__REQUIRED ACTION__.
Each line below must be transcribed exactly, and no picture may appear in the transcription.

__SUPPLIED RECORDS__.
[Start of section]

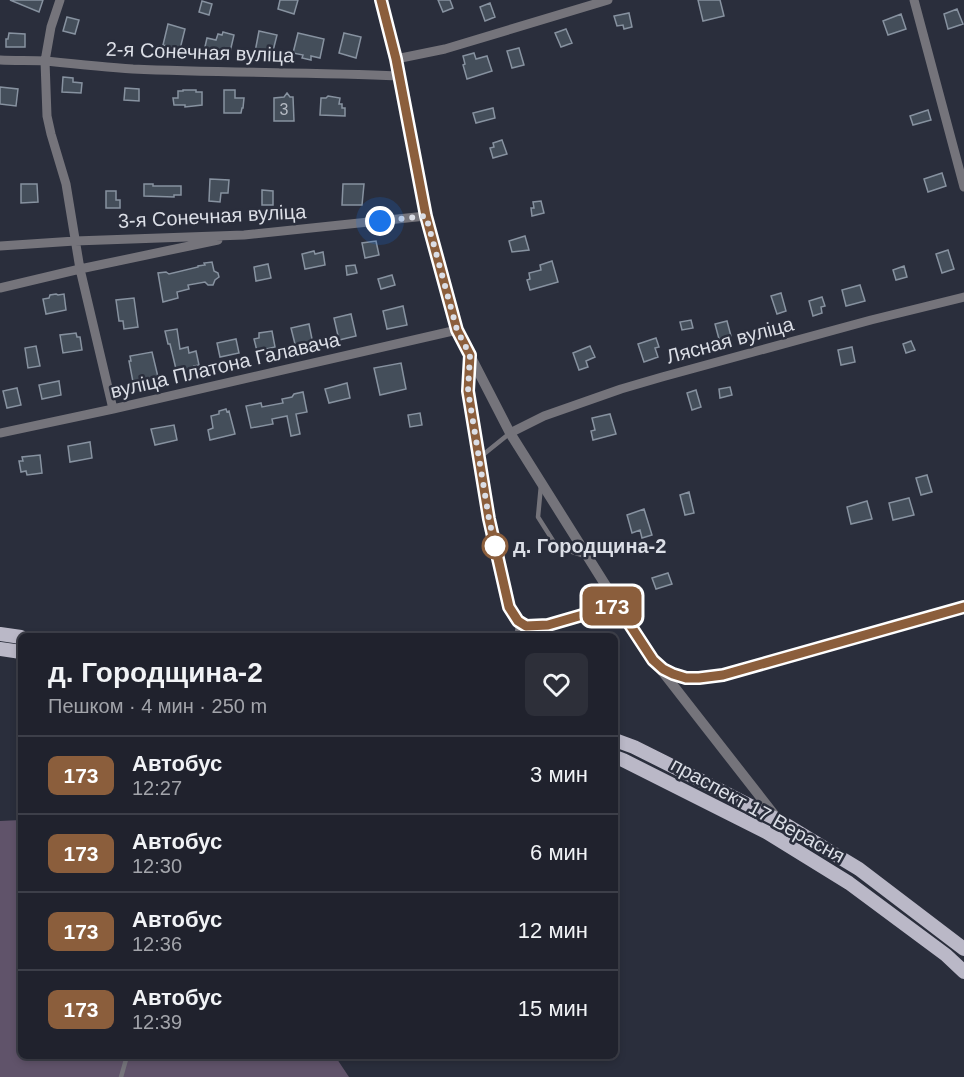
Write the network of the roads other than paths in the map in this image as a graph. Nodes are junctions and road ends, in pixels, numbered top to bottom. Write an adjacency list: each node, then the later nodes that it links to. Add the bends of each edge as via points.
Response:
1 (60, 0): 7 (street)
2 (381, 0): 5 (street)
3 (608, 0): 5 (street, via 446,49)
4 (914, 0): 9 (street)
5 (396, 59): 8 (street)
6 (0, 60): 7 (street, 2-я Сонечная вуліца)
7 (45, 61): 8 (street, 2-я Сонечная вуліца, via 132,69); 12 (street, via 47,116 64,175)
8 (398, 76): 10 (street)
9 (964, 187)
10 (426, 216): 11 (street, 3-я Сонечная вуліца); 17 (street)
11 (244, 235): 12 (street, 3-я Сонечная вуліца); 14 (street)
12 (75, 241): 13 (street, 3-я Сонечная вуліца); 14 (street)
13 (0, 246)
14 (80, 269): 15 (street); 19 (street)
15 (0, 288)
16 (964, 297): 21 (street, Лясная вуліца, via 662,376 544,416)
17 (457, 330): 18 (street); 19 (street, вуліца Платона Галавача)
18 (470, 355): 21 (street); 22 (lane, via 468,391)
19 (113, 409): 20 (street, вуліца Платона Галавача)
20 (0, 434)
21 (510, 434): 22 (lane); 23 (street)
22 (479, 458): 27 (lane, via 509,607)
23 (541, 483): 24 (street); 24 (lane, via 538,517 557,547)
24 (587, 557): 25 (street)
25 (617, 605): 27 (lane, via 548,625 526,626); 33 (street)
26 (964, 607): 33 (street, via 723,675 686,678)
27 (518, 621): 28 (lane)
28 (517, 633)
29 (0, 634): 30 (main road)
30 (18, 637)
31 (0, 649): 32 (main road)
32 (18, 652)
33 (658, 665): 36 (street)
34 (618, 741): 36 (main road, праспект 17 Верасня)
35 (618, 758): 38 (main road, праспект 17 Верасня, via 768,833 849,883)
36 (778, 820): 37 (main road, праспект 17 Верасня, via 859,870)
37 (964, 949)
38 (964, 972)
39 (126, 1059): 40 (lane)
40 (121, 1077)

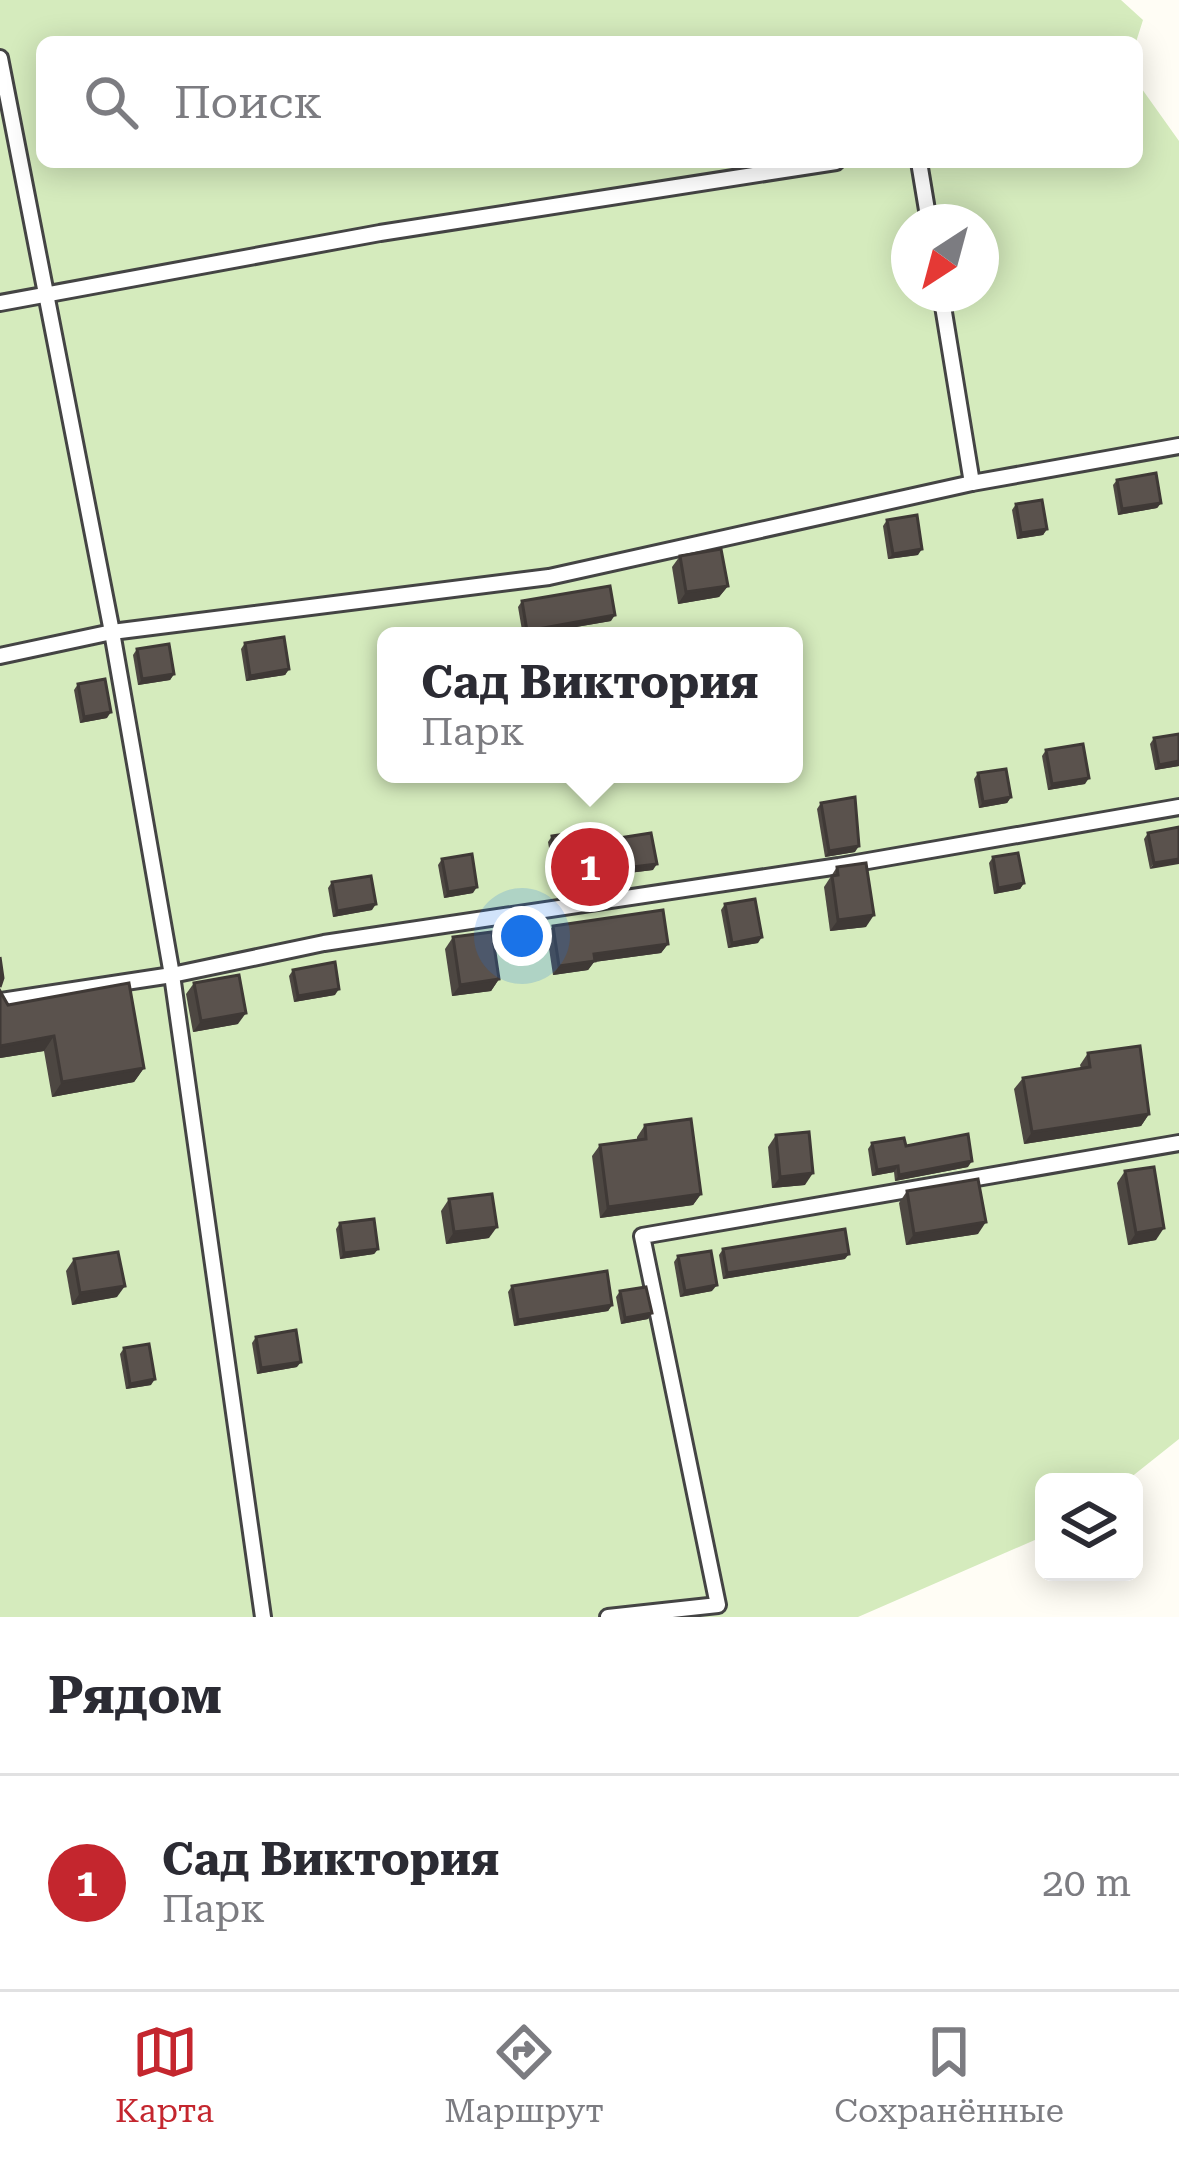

[End of section]

__SOLUTION TO THE EXERCISE__.
Write the network of the roads other than paths in the map in this image as a graph. Nodes are junctions and road ends, in pixels, numbered top to bottom. Write an adjacency list: each node, then the later nodes that it links to. Add the bends of each edge as via points.
Response:
1 (60, 0): 7 (street)
2 (381, 0): 5 (street)
3 (608, 0): 5 (street, via 446,49)
4 (914, 0): 9 (street)
5 (396, 59): 8 (street)
6 (0, 60): 7 (street, 2-я Сонечная вуліца)
7 (45, 61): 8 (street, 2-я Сонечная вуліца, via 132,69); 12 (street, via 47,116 64,175)
8 (398, 76): 10 (street)
9 (964, 187)
10 (426, 216): 11 (street, 3-я Сонечная вуліца); 17 (street)
11 (244, 235): 12 (street, 3-я Сонечная вуліца); 14 (street)
12 (75, 241): 13 (street, 3-я Сонечная вуліца); 14 (street)
13 (0, 246)
14 (80, 269): 15 (street); 19 (street)
15 (0, 288)
16 (964, 297): 21 (street, Лясная вуліца, via 662,376 544,416)
17 (457, 330): 18 (street); 19 (street, вуліца Платона Галавача)
18 (470, 355): 21 (street); 22 (lane, via 468,391)
19 (113, 409): 20 (street, вуліца Платона Галавача)
20 (0, 434)
21 (510, 434): 22 (lane); 23 (street)
22 (479, 458): 27 (lane, via 509,607)
23 (541, 483): 24 (street); 24 (lane, via 538,517 557,547)
24 (587, 557): 25 (street)
25 (617, 605): 27 (lane, via 548,625 526,626); 33 (street)
26 (964, 607): 33 (street, via 723,675 686,678)
27 (518, 621): 28 (lane)
28 (517, 633)
29 (0, 634): 30 (main road)
30 (18, 637)
31 (0, 649): 32 (main road)
32 (18, 652)
33 (658, 665): 36 (street)
34 (618, 741): 36 (main road, праспект 17 Верасня)
35 (618, 758): 38 (main road, праспект 17 Верасня, via 768,833 849,883)
36 (778, 820): 37 (main road, праспект 17 Верасня, via 859,870)
37 (964, 949)
38 (964, 972)
39 (126, 1059): 40 (lane)
40 (121, 1077)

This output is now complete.